Dataset Start Marker

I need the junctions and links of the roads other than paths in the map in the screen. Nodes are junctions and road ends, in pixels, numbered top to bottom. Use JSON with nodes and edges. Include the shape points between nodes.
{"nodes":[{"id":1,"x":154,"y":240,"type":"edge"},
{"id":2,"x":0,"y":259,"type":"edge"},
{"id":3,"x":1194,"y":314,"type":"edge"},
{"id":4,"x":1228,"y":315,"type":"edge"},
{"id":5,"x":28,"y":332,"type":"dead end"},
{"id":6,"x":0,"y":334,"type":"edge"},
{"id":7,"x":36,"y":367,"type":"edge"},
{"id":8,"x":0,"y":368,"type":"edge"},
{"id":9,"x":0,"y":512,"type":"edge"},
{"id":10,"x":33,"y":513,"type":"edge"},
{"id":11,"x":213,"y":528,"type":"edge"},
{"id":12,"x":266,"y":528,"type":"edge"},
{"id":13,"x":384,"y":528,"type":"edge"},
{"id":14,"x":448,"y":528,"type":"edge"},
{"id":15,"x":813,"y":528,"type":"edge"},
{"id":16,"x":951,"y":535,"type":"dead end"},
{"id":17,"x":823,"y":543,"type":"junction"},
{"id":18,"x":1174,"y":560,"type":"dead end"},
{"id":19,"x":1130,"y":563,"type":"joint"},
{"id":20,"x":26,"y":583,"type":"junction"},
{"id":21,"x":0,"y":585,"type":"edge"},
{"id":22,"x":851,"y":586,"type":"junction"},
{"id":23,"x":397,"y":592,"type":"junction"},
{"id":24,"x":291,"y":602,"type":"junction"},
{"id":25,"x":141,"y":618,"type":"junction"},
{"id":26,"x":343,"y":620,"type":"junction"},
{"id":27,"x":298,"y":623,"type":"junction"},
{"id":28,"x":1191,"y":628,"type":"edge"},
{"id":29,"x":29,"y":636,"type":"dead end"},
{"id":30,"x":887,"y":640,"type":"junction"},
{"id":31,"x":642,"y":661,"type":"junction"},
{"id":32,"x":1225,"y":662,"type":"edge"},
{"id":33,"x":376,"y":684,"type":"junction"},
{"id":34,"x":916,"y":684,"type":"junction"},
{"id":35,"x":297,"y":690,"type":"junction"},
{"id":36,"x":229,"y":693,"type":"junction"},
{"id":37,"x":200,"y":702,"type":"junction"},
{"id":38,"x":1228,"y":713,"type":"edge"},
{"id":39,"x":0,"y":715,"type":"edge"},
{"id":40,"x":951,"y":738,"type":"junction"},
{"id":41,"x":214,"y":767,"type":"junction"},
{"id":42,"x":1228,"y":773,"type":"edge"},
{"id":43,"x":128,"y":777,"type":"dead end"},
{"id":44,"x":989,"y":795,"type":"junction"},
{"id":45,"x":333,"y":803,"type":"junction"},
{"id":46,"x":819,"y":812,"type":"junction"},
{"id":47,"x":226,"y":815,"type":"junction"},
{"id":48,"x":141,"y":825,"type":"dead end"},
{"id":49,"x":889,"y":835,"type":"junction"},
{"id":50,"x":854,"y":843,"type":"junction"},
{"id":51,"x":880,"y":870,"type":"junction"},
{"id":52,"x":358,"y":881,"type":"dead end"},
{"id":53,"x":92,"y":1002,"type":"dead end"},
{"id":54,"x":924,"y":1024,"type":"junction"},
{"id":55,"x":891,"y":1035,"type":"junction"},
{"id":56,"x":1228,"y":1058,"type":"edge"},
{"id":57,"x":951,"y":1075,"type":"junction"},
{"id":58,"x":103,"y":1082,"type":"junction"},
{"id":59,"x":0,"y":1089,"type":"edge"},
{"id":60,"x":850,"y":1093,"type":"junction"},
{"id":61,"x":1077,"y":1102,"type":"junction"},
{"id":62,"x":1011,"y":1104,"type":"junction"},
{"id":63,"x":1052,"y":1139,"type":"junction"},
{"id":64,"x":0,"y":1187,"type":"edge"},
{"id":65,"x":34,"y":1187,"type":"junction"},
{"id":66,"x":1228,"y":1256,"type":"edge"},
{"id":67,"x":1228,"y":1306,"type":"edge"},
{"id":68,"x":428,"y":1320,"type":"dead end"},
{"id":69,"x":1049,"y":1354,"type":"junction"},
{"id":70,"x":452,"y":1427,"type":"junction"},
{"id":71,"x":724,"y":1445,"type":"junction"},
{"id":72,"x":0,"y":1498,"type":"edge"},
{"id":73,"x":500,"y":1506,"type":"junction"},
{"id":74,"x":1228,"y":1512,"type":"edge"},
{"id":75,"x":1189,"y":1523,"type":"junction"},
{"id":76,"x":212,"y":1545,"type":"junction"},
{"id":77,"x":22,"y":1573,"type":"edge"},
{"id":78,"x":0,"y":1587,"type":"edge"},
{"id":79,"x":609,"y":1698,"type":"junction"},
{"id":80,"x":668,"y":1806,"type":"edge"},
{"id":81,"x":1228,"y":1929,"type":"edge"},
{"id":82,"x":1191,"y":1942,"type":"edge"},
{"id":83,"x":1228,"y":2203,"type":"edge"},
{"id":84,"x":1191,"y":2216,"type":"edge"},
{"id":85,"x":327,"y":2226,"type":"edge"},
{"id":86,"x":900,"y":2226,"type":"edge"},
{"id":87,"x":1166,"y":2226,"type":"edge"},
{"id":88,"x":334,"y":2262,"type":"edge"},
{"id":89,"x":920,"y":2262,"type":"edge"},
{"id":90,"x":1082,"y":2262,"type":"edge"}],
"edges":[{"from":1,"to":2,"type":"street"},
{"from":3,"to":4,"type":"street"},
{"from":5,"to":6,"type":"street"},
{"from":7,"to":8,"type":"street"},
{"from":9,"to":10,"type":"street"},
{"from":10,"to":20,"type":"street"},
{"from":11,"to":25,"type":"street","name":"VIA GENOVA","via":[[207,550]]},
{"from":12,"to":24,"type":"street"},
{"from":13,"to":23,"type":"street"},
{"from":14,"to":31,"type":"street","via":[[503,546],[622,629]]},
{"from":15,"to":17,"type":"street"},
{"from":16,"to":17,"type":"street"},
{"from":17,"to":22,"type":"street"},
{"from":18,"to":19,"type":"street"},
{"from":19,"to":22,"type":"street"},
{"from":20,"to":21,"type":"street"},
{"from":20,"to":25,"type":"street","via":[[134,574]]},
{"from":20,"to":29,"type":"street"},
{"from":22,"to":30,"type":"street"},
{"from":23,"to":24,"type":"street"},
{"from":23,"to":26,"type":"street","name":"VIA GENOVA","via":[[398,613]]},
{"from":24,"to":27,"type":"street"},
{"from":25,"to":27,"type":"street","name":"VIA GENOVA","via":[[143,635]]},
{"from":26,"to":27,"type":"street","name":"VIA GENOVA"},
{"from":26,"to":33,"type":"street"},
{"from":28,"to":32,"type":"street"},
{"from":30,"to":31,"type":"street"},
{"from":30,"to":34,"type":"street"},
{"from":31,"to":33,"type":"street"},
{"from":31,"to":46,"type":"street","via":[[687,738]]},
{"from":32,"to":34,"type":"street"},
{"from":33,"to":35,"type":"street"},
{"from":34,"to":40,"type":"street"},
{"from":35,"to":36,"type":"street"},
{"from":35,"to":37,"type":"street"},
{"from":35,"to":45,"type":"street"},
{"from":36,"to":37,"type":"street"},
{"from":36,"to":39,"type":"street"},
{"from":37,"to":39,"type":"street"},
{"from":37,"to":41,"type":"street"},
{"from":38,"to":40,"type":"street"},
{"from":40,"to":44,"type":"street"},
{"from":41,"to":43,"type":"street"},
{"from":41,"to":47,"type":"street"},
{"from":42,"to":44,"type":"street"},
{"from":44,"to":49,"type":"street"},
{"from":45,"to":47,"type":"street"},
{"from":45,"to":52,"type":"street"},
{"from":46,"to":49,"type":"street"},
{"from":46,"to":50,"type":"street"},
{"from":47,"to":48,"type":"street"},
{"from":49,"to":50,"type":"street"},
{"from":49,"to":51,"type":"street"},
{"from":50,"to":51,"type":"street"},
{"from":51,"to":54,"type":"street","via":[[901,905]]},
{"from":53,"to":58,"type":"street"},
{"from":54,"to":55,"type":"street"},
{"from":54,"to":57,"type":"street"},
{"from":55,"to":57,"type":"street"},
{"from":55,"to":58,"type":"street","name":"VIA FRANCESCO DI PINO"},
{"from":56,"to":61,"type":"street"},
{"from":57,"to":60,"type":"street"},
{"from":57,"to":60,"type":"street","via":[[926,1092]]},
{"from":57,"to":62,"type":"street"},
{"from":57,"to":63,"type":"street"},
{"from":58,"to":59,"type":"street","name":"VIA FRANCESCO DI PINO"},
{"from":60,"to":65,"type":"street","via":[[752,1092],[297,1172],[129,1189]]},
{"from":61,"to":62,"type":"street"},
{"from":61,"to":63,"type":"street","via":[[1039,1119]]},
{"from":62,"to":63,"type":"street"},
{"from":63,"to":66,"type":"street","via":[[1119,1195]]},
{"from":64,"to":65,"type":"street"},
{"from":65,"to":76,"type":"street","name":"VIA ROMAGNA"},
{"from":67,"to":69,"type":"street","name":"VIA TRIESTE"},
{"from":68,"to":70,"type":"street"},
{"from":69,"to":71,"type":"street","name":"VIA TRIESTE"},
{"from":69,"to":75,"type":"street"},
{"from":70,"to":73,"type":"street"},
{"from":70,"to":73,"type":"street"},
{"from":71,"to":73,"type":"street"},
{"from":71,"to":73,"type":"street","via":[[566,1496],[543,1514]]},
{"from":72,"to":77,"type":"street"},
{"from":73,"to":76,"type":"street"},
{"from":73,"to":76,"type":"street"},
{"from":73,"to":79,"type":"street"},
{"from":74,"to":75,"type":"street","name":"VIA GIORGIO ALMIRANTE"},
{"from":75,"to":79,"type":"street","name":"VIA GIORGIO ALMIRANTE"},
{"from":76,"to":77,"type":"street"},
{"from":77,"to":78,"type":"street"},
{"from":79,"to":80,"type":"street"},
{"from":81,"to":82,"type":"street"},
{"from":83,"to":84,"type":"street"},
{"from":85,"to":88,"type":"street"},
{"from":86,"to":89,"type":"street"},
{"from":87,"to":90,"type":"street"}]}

Dataset End Marker

### Assignment:
Which lines of the data contain "GIORGIO"? Copy them all.

### Your response:
{"from":74,"to":75,"type":"street","name":"VIA GIORGIO ALMIRANTE"},
{"from":75,"to":79,"type":"street","name":"VIA GIORGIO ALMIRANTE"},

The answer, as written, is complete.